Читаем [Quinn 01] - The Cleaner полностью

'I don't know. But he's obviously not down here. The basement door was still locked. If he didn't get away, then he must still be upstairs somewhere. You did say he was good.'

'I asked for professionals and Duke gives me morons.'

Quinn's lips pressed hard against each other. Duke, again.

Silence. 'What about in there?' One asked.

'The cold storage?'

'Yes.'

Their footsteps approached the refrigeration unit and stopped near the door. 'There's a safety pin that acts as a lock. It's still in place. If he was inside, he couldn't have put it back in.'

One finally said, 'Let's go.'

Quinn listened as the men left the room. He heard the door close, but he didn't move. Something wasn't right.

Finally after several minutes, he heard the shuffling of feet. Then a door opened, and the man who had been waiting behind departed.

Quinn remained still for a moment longer, his mind racing. It was the lingerer. The voice from the radio. The

person Matz had called One. The man Piper had

warned him about. A man he'd last seen in Toronto. Borko.

Chapter 21

It was nearly one in the morning by the time Quinn finally made his way out of the building. Borko had left guards, but as the Serbian himself had admitted, Duke's men were morons. Quinn had little difficulty sneaking through their surveillance.

Quinn caught the last train heading north out of the Rathaus Neukolln station, the U7. There were only a handful of other passengers aboard. For a while he just rode, his mind racing. He knew he had to get to the emergency rendezvous point, but he was having a hard time processing everything that had just gone down.

Borko had gotten the better of him, no denying that. Quinn had been lulled into believing he was in control. But it was Borko who had been in control all along. And even though Quinn had actually gotten away, Borko was still in control.

The Serbian wasn't an idiot. If they'd been able to grab Orlando and Nate, they wouldn't have killed them yet. Borko would know as long as the two of them were still breathing, they would be insurance in case he had any problems with Quinn.

Quinn got off at the Bismarck Strasse. Back at street level, he hailed a cab and took it to Ku'damm. While he sat in the back, he removed a small square of purple paper from his backpack. It was a sticker, one of a dozen he was carrying. Orlando and Nate had matching sets, only Orlando's stickers were gray and Nate's were black. Dark colors were chosen because they would draw less attention and could easily go unnoticed.

Quinn had the cab driver drop him off two blocks from the ruins of the Kaiser Wilhelm Gedächtniskirche, the Kaiser Wilhelm Memorial Church. During the day, it was the most popular tourist site in the city. As one of the few remaining bombed-out structures from World War II left standing, it served as a memory of what had happened and could never be allowed to happen again. But at the late hour Quinn arrived, it was all but deserted.

An indoor shopping mall sat just to the southeast of the monument. There was an outside stairway leading down from the street to the lower level of the mall. When he was sure he was not being watched, Quinn descended the steps.

If possible, the air seemed even colder the lower he went. It was worse than Colorado, he realized. More like nights in the dead of winter from his childhood near the Canadian border.

Halfway down on the right side, he attached his purple square to the edge of the handrail. He had been hoping to find squares from Orlando and Nate, but his was the first. He tried not to think about what that might mean. In the morning he'd return to check again. Surely their markers would be there then.

In the meantime, he needed a place to sleep. Returning to the Dorint or the Four Seasons was out of the question. For that matter, it was probably a good idea for the moment to avoid all hotels.
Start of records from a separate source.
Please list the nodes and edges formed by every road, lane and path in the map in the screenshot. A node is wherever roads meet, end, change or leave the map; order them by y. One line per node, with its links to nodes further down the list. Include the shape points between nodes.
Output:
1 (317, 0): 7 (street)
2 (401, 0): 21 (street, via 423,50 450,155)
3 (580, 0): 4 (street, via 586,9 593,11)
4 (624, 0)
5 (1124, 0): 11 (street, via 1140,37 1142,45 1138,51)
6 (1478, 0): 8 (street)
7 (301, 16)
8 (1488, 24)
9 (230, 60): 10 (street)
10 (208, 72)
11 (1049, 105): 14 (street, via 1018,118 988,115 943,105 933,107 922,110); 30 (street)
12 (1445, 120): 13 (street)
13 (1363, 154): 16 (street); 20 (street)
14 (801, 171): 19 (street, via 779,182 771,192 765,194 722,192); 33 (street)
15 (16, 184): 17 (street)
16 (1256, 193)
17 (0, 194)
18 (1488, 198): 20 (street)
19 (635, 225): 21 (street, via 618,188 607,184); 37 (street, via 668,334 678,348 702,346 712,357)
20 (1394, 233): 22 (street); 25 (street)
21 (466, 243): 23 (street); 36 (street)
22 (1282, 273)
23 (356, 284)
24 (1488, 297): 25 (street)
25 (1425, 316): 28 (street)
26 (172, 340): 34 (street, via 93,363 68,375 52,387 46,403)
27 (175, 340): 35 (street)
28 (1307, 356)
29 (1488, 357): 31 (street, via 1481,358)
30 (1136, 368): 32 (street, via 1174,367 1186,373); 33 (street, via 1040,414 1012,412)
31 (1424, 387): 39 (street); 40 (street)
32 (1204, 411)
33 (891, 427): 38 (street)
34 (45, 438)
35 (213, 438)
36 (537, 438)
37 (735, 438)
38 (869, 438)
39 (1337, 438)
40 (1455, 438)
That really left him only one choice. Reluctantly, he went back up the stairs and hailed another cab.

'Pilsner, bitte,' Quinn said, as he took an empty stool at the end of the bar inside Der Goldene Krug.
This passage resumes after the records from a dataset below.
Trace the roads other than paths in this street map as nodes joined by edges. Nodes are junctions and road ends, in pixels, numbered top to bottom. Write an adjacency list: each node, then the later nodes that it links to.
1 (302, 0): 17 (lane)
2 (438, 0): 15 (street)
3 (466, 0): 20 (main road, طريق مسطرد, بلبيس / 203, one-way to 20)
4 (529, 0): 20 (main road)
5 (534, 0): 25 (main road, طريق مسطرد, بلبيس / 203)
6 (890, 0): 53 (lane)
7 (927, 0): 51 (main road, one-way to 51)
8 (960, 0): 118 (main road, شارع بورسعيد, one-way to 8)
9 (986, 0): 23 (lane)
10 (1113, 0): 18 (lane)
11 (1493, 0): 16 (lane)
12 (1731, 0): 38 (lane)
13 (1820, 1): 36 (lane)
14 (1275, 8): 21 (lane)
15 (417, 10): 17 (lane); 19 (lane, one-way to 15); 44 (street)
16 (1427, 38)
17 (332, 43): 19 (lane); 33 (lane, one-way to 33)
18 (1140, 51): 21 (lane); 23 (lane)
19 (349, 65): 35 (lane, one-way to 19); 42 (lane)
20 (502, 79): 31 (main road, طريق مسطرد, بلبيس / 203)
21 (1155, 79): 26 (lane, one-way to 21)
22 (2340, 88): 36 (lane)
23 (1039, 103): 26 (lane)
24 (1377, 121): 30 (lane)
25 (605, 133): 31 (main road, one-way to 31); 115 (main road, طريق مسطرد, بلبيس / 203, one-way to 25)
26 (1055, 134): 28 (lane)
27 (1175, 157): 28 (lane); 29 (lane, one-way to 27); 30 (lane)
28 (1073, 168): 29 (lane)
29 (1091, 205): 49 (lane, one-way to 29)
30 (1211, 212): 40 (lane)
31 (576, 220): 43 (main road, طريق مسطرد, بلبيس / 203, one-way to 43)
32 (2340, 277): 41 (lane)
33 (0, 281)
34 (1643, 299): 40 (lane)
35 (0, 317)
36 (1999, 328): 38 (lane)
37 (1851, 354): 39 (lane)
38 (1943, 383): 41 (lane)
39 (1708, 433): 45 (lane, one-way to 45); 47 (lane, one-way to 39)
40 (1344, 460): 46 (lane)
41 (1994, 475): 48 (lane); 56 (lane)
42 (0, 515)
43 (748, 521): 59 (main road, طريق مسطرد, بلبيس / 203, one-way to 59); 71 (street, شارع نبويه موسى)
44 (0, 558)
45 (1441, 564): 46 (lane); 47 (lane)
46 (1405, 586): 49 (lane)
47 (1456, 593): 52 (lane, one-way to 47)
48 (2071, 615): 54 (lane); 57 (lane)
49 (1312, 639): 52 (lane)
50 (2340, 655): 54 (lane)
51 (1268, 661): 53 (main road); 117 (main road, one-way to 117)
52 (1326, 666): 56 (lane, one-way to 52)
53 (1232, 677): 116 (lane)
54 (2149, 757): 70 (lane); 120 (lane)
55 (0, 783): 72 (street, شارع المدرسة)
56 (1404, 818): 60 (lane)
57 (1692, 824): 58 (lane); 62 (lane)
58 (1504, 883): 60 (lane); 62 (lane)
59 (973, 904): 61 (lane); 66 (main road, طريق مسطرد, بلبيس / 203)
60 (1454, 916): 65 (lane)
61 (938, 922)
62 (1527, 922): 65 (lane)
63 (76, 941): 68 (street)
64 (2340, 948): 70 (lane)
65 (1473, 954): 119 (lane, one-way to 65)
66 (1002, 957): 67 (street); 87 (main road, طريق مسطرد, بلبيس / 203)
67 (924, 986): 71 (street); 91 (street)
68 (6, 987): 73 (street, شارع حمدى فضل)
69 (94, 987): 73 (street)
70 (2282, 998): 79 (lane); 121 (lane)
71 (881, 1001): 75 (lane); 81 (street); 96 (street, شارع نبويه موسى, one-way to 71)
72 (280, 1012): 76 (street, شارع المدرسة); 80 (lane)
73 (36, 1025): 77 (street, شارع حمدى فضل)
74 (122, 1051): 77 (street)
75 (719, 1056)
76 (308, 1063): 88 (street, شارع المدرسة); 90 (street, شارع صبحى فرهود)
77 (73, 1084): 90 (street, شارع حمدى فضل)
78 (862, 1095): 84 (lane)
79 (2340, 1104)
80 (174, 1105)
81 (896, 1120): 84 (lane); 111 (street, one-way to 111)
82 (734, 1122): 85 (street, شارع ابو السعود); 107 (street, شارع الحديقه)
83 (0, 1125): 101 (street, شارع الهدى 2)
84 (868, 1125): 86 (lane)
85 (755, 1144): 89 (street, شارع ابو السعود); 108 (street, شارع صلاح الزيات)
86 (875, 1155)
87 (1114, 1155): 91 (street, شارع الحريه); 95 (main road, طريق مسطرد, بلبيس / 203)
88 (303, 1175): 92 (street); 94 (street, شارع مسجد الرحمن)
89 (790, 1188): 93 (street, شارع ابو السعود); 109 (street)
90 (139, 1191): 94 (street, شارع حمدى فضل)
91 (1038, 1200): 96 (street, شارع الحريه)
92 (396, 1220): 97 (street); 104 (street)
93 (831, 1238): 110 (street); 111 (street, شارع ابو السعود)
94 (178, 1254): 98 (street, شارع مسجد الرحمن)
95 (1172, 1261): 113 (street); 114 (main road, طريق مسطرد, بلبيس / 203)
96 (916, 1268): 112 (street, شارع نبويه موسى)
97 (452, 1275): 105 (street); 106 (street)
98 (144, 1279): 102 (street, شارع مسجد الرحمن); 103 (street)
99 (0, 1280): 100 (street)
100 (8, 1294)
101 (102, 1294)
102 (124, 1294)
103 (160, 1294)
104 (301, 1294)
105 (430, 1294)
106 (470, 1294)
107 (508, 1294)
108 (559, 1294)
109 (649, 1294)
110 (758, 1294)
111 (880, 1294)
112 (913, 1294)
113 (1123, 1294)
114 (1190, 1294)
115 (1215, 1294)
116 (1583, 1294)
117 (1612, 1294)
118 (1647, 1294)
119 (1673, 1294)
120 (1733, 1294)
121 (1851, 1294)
The bartender was a short, thin man with a full mustache and a three-day growth of beard. He filled a glass from the tap and put it in front of Quinn.

'Zwei euro.'

Quinn started to pull some coins out of his pocket when a voice stopped him.

'Nein, Max.'

The bartender looked over his shoulder at a woman who had just emerged from a back room. 'It's on the house, okay?' she continued in German. Max shrugged, then moved away to help someone

else.

The woman, a brunette with an hourglass figure who looked much younger than she probably was, walked along the bar until she was standing just behind Quinn. She tapped the shoulder of the man who was sitting on the stool next to him, and motioned him to move elsewhere. The customer was about to protest until he realized who wanted his seat. Without a word, he picked up his beer and moved to a table in the corner of the room.